Emma H

Emma J


29 Apr 2009

Read Me: Ethical Style

This article from the very first issue of Ethical Style has some really good points about ethics and fashion … it is definitely worth a read! NB: I have edited some bits out for quicker/easier reading.

Back to Basics

M.J. Prest | September 2008

First and foremost, fashion is personal.

Yes, the Vogues and Elles of the world will tell you what designers are up to, which trends are getting all the buzz, and what A-list celebrities are wearing, but ultimately it’s the individual consumer’s call to find out what matters to them.

Think about Coco Chanel, for example: When she was getting her start in Paris in the 1910s, she was revolutionizing women’s attire in a way that shocked the public. She turned her back on constrictive corsets and bulky bustles, instead embracing comfortable pants and little black dresses made from jersey, which was then considered a junk fabric. She invented practical fashion for women. Chanel’s style was her own, and she showed the world that it was possible to use old materials in new ways.

A similar evolution is occurring today. …With so much talk in recent years about (global warming), it’s only natural that the ethics of fashion have started to enter the mainstream. Cotton is a staple in every closet, but now there’s a budding consciousness toward using fewer pesticides to grow it. The luxury market has exploded, and with it come questions of quality and authenticity. And the garment manufacturing boom in India and China means there’s more emphasis than ever on making sure workers there are getting treated and paid fairly.

All of this is why fashion ethics can mean many different things to different people. As with personal style – not everyone can walk in 4 inch stilettos and a babydoll dress doesn’t flatter all shapes – a consumer’s conscience has to be individually tailored.

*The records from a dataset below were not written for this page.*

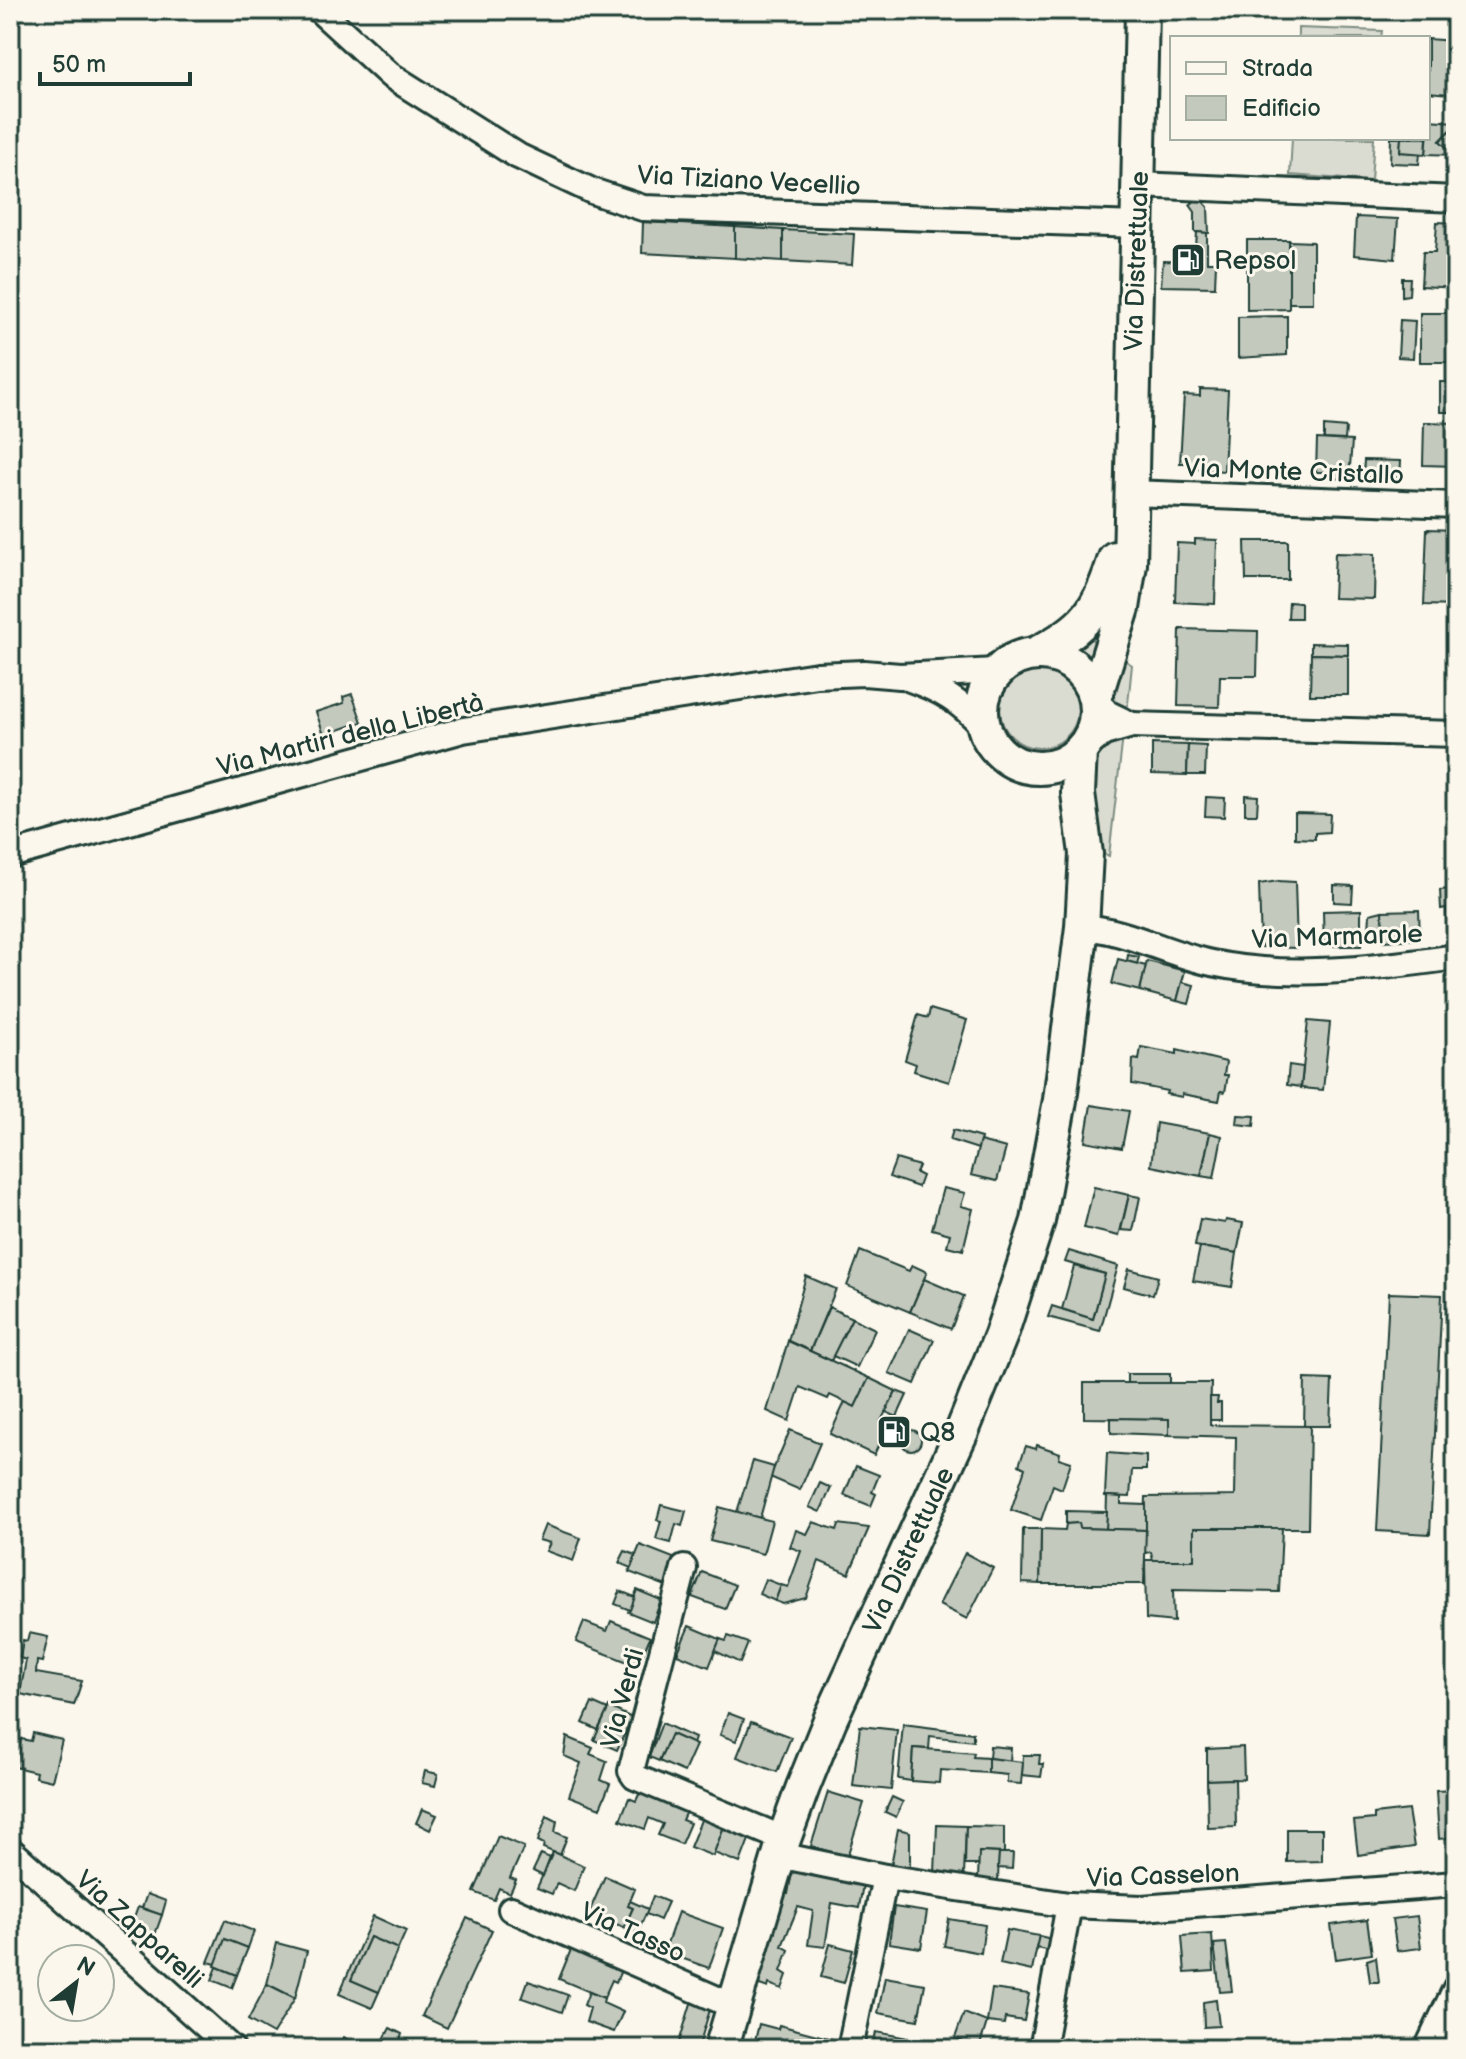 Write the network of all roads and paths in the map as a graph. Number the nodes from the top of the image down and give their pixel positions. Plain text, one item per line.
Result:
1 (319, 10) edge
2 (1142, 10) edge
3 (1139, 185) junction
4 (1456, 199) edge
5 (1138, 225) junction
6 (1130, 502) junction
7 (1456, 505) edge
8 (1037, 653) junction
9 (996, 671) junction
10 (900, 676) junction
11 (1095, 698) junction
12 (1132, 725) junction
13 (983, 726) junction
14 (1456, 734) edge
15 (1080, 751) junction
16 (1025, 766) junction
17 (1086, 854) junction
18 (10, 855) edge
19 (1082, 927) junction
20 (1456, 957) edge
21 (684, 1568) dead end
22 (781, 1847) junction
23 (10, 1850) edge
24 (885, 1877) junction
25 (1456, 1884) edge
26 (1069, 1905) junction
27 (511, 1909) dead end
28 (1456, 1988) edge
29 (733, 2006) junction
30 (232, 2049) edge
31 (721, 2049) edge
32 (850, 2049) edge
33 (1042, 2049) edge
34 (1427, 2049) edge

1 - 5 street, Via Tiziano Vecellio
2 - 3 main road, Via Distrettuale
3 - 4 street
3 - 5 main road, Via Distrettuale
5 - 6 main road, Via Distrettuale
6 - 7 street, Via Monte Cristallo
6 - 8 main road, Via Distrettuale
6 - 11 main road, Via Distrettuale
8 - 9 main road, Via Distrettuale
8 - 11 main road
9 - 10 street
9 - 13 main road
10 - 13 street
10 - 18 street, Via Martiri della Libertà
11 - 12 street
11 - 15 main road, Via Distrettuale
12 - 14 street
12 - 15 street
13 - 16 main road, Via Distrettuale
15 - 16 main road
15 - 17 main road, Via Distrettuale
16 - 17 main road, Via Distrettuale
17 - 19 main road, Via Distrettuale
19 - 20 street, Via Marmarole
19 - 22 main road, Via Distrettuale
21 - 22 street, Via Verdi
22 - 24 street, Via Casselon
22 - 29 main road, Via Distrettuale
23 - 30 street, Via Zapparelli
24 - 26 street, Via Casselon
24 - 32 street
25 - 26 street, Via Casselon
26 - 33 street
27 - 29 street, Via Tasso
28 - 34 street
29 - 31 main road, Via Distrettuale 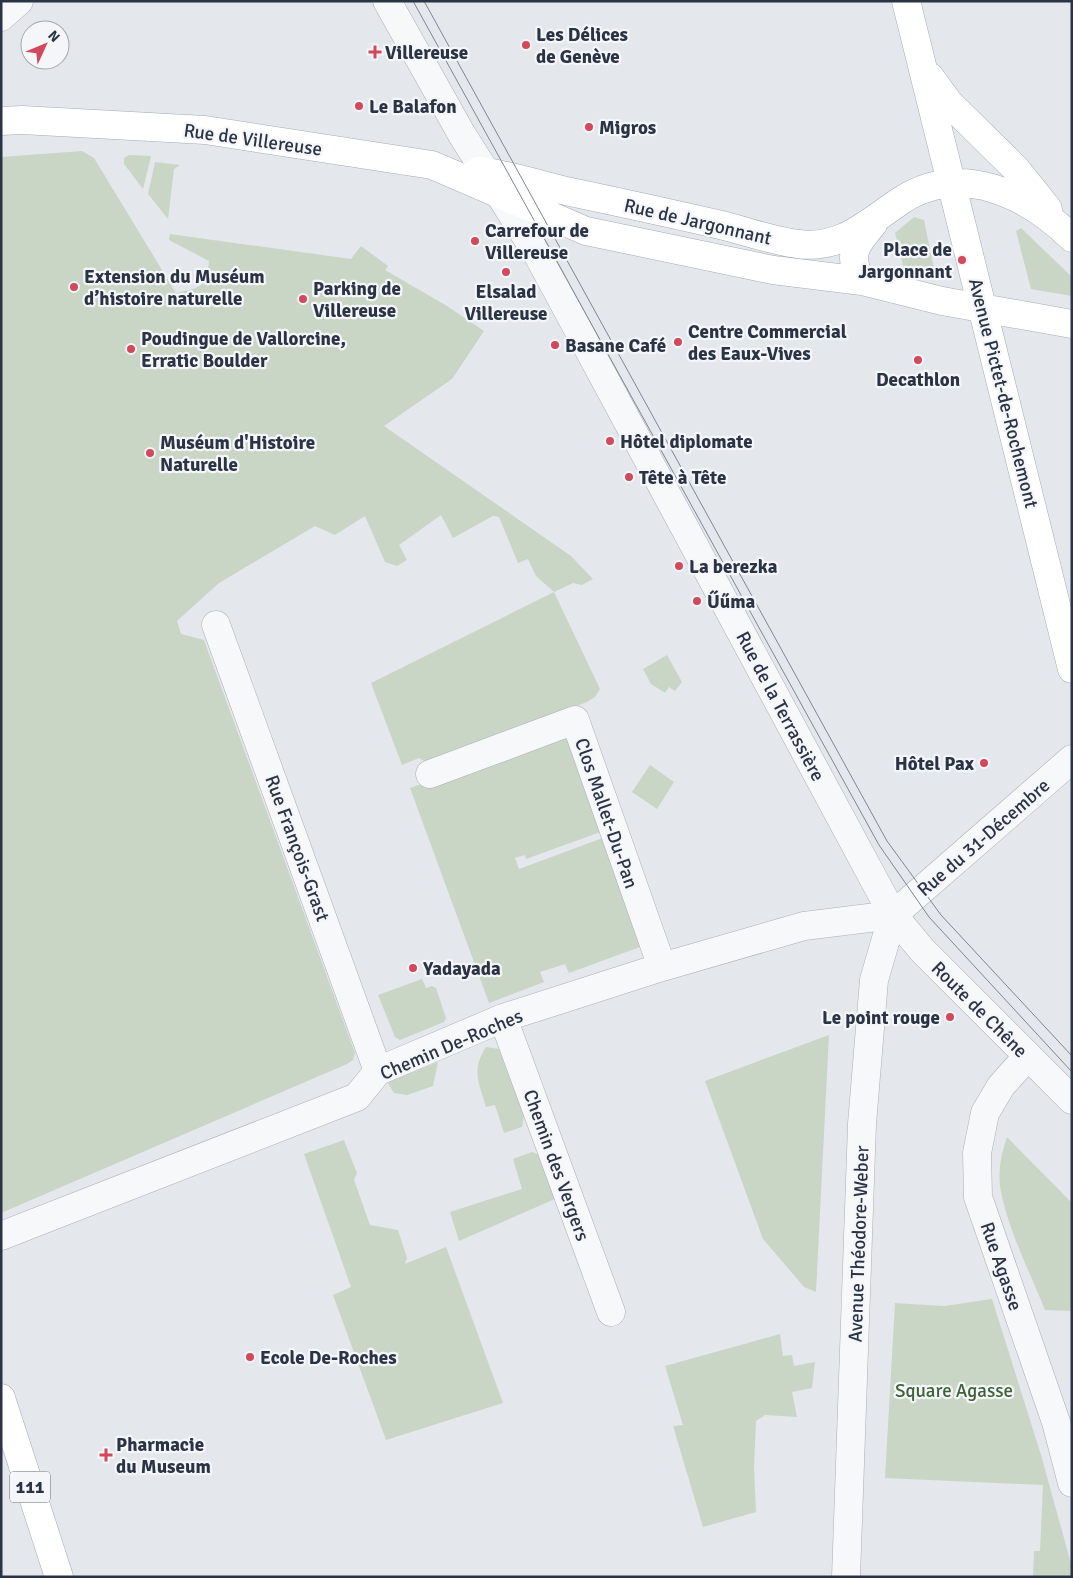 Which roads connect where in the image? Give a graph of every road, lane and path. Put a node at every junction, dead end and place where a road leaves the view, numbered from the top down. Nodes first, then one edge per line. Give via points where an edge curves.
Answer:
1 (19, 1) edge
2 (387, 1) edge
3 (894, 1) edge
4 (906, 1) edge
5 (918, 1) edge
6 (1, 17) edge
7 (913, 28) junction
8 (922, 63) junction
9 (1, 121) edge
10 (492, 182) junction
11 (952, 183) junction
12 (882, 214) junction
13 (1069, 236) edge
14 (799, 244) junction
15 (862, 282) junction
16 (983, 309) junction
17 (1072, 324) edge
18 (216, 625) dead end
19 (1072, 669) edge
20 (1072, 759) edge
21 (430, 774) dead end
22 (893, 915) junction
23 (662, 967) junction
24 (503, 1018) junction
25 (1027, 1056) junction
26 (378, 1071) junction
27 (1072, 1100) edge
28 (1, 1236) edge
29 (611, 1312) dead end
30 (1, 1398) edge
31 (1064, 1421) edge
32 (1072, 1483) edge
33 (59, 1577) edge
34 (846, 1577) edge

1 - 6 street
2 - 10 street, Rue de la Terrassière
3 - 7 street
4 - 7 main road, Avenue Pictet-de-Rochemont
5 - 7 street
7 - 8 main road, Avenue Pictet-de-Rochemont
8 - 11 main road, Avenue Pictet-de-Rochemont
8 - 13 main road via 949,103 1016,169
9 - 10 main road, Rue de Villereuse via 205,130 432,165
10 - 14 main road, Rue de Jargonnant
10 - 15 main road, Rue de Jargonnant via 586,231 773,270
10 - 22 street, Rue de la Terrassière via 539,257
11 - 12 main road, Rue de Jargonnant via 914,193
11 - 13 main road, Rue de Jargonnant via 974,183 1013,195
11 - 16 main road, Avenue Pictet-de-Rochemont
12 - 14 main road, Rue de Jargonnant via 836,242
12 - 15 main road via 859,240 855,251 855,270
14 - 15 main road
15 - 16 main road, Rue de Jargonnant
16 - 17 main road
16 - 19 main road, Avenue Pictet-de-Rochemont
18 - 26 street, Rue François-Grast
20 - 22 street, Rue du 31-Décembre
21 - 23 street, Clos Mallet-Du-Pan via 575,720
22 - 23 street, Chemin De-Roches via 804,926
22 - 25 street, Route de Chêne via 922,950
22 - 34 street, Avenue Théodore-Weber via 874,980 862,1124
23 - 24 street, Chemin De-Roches
24 - 26 street, Chemin De-Roches
24 - 29 street, Chemin des Vergers
25 - 27 street, Route de Chêne
25 - 31 street, Rue Agasse via 1001,1086 985,1113 977,1153 978,1197
26 - 28 street, Chemin De-Roches via 358,1096
30 - 33 main road, 111
31 - 32 street, Rue Agasse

There’s no universal prescription in creating an ethical wardrobe. For some fashionistas, finding organic and recycled textiles is paramount, while for others high-quality clothes that last are all-important. Some people are concerned about workers’ rights and fair trade, and other people seek out clothes made in the United States.

There will be some overlap between these groups for most consumers. Several companies are taking a holistic approach to designing clothes, using eco-textiles and paying their workers generous wages, for example. But most likely, you will have to shop around to create a closet that matches your personalized fashion sense as well as your conscience.

One of the first steps you can take is to review your wardrobe. Look at where your clothes have come from. How much is new or barely worn, and how much has seen you through many a season? Are you likely to buy something that will sit unused on a clothes hanger? Of the things you love, what are the qualities that are most important to you?

It won’t make any sense to purge your closet of everything you suspect was made by sweatshop workers or using environmentally unfriendly dyes. The solution to ethical consumerism is not living in burlap sacks, but to make informed decisions about the clothes you buy and what to do with them when you’re done.